Incremental components (nuScenes 1/4 subset):

Configuration	mAP	Note
MapTRv2 baseline	37.7	Single-vehicle baseline
+ Naive Fusion	39.5	Concat + MLP fusion
+ CVA	42.1	Pose-tolerant alignment (+2.6)
+ SNF	44.1	Semantic denoising (+2.0)
+ OVS	49.8	Selection of complementary helpers (+4.8, largest gain)

Key Findings¶

OVS (Selection) is the dominant factor: Adding OVS on top of alignment and denoising provides a +4.8 mAP boost, exceeding the combined gains of CVA+SNF, confirming that selecting complementary helpers is more critical than simply fusing more vehicles.
Diminishing returns for \(K\): Increasing \(K\) from 1 to 2 yields +4.8 mAP, but improvements saturate after \(K=5\), suggesting that 2–5 complementary perspectives provide most of the available benefit.
"Proximity \(\neq\) Complementarity": Selecting the "Closest" vehicles (simulating temporal stacking) is significantly inferior to OVS, proving that parallax and viewpoint variety drive gains, not just proximity.

Highlights & Insights¶

Formulating selection as uncertainty reduction: OVS avoids distance heuristics and uses the task uncertainty itself to score suitability. This "sampling for uncertainty" logic is transferrable to collaborative perception and active learning.
Smart cost structure: By filtering candidates from \(M\) down to \(K\) first, expensive operations like CVA/SNF only run on a few helpers, keeping fusion costs nearly linear.
Hard-LSS as a reusable trick: Identifying that soft summation in LSS blurs semantic features and using max pooling instead provides a simple 1 mAP gain for BEV semantic tasks.

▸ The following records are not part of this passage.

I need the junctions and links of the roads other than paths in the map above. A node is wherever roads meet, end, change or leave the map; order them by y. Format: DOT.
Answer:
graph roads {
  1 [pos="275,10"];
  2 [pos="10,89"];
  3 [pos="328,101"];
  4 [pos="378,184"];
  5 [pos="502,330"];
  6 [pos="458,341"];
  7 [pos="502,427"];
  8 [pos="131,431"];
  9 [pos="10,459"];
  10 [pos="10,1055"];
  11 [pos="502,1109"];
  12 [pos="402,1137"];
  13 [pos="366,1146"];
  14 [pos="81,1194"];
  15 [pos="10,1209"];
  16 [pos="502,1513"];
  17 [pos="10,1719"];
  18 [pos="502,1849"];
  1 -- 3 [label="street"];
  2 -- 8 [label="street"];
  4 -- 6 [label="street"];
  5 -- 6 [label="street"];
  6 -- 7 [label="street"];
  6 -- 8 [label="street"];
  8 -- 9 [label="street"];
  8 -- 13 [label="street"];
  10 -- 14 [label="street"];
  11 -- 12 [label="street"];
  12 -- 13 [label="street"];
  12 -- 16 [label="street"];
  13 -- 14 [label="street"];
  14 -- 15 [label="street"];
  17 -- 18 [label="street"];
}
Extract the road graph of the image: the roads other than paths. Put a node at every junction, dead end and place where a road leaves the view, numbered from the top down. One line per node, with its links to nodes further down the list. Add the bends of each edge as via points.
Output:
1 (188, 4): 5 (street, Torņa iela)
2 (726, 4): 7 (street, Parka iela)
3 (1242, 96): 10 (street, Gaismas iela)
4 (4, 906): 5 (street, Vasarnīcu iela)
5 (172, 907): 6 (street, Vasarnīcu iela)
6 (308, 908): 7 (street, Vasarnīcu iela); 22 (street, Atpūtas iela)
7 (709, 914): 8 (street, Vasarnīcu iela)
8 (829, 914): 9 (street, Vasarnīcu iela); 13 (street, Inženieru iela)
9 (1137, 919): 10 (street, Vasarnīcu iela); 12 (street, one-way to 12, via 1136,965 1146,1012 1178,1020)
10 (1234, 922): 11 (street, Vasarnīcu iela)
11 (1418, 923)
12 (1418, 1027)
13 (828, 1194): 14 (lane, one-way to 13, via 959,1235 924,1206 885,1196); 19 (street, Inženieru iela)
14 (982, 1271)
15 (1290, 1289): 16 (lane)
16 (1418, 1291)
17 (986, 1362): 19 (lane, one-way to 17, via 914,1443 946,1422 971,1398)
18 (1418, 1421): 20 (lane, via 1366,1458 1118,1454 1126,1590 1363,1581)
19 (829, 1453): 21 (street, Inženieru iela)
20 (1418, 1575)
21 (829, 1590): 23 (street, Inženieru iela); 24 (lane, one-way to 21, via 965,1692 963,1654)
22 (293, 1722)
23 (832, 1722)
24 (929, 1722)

Limitations & Future Work¶

Reliance on co-occurrence: Requires other trajectories within 60m (met in ~70-85% of scenarios); performance reverts to single-vehicle baseline in sparse traffic.
Offline setting: Uses asynchronous cross-trajectory data (\(\ge\)30min), meaning it is not for real-time online mapping.
OVS Supervision cost: Generating ground-truth optimal subsets requires exhaustive mAP evaluation of vehicle combinations, which may not scale to extremely large candidate pools ⚠️.

vs. Temporal Memory (MVMap): Temporal methods aggregate collinear frames with small parallax; OptiMVMap uses cross-trajectory views for maximum spatial diversity, outperforming MVMap by +6.2 mAP.
vs. Map History (HRMapNet): While HRMapNet accumulates coarse outputs in a raster map, OptiMVMap fuses in the BEV feature layer, preserving richer information for cleaner topology.
vs. Collaborative Perception: Shares the multi-vehicle spirit but focuses on offline, asynchronous, and uncertainty-guided selection for vectorized mapping.

Rating¶

Novelty: ⭐⭐⭐⭐⭐ First systematic study of multi-vehicle perspectives for offline vectorized mapping using a select-then-fuse paradigm.
Experimental Thoroughness: ⭐⭐⭐⭐ Strong results across datasets and backbones, though some robustness analyses are relegated to supplementary materials.
Writing Quality: ⭐⭐⭐⭐⭐ Clear logical progression from motivation to design.
Value: ⭐⭐⭐⭐⭐ Significant practical value for HD map production pipelines.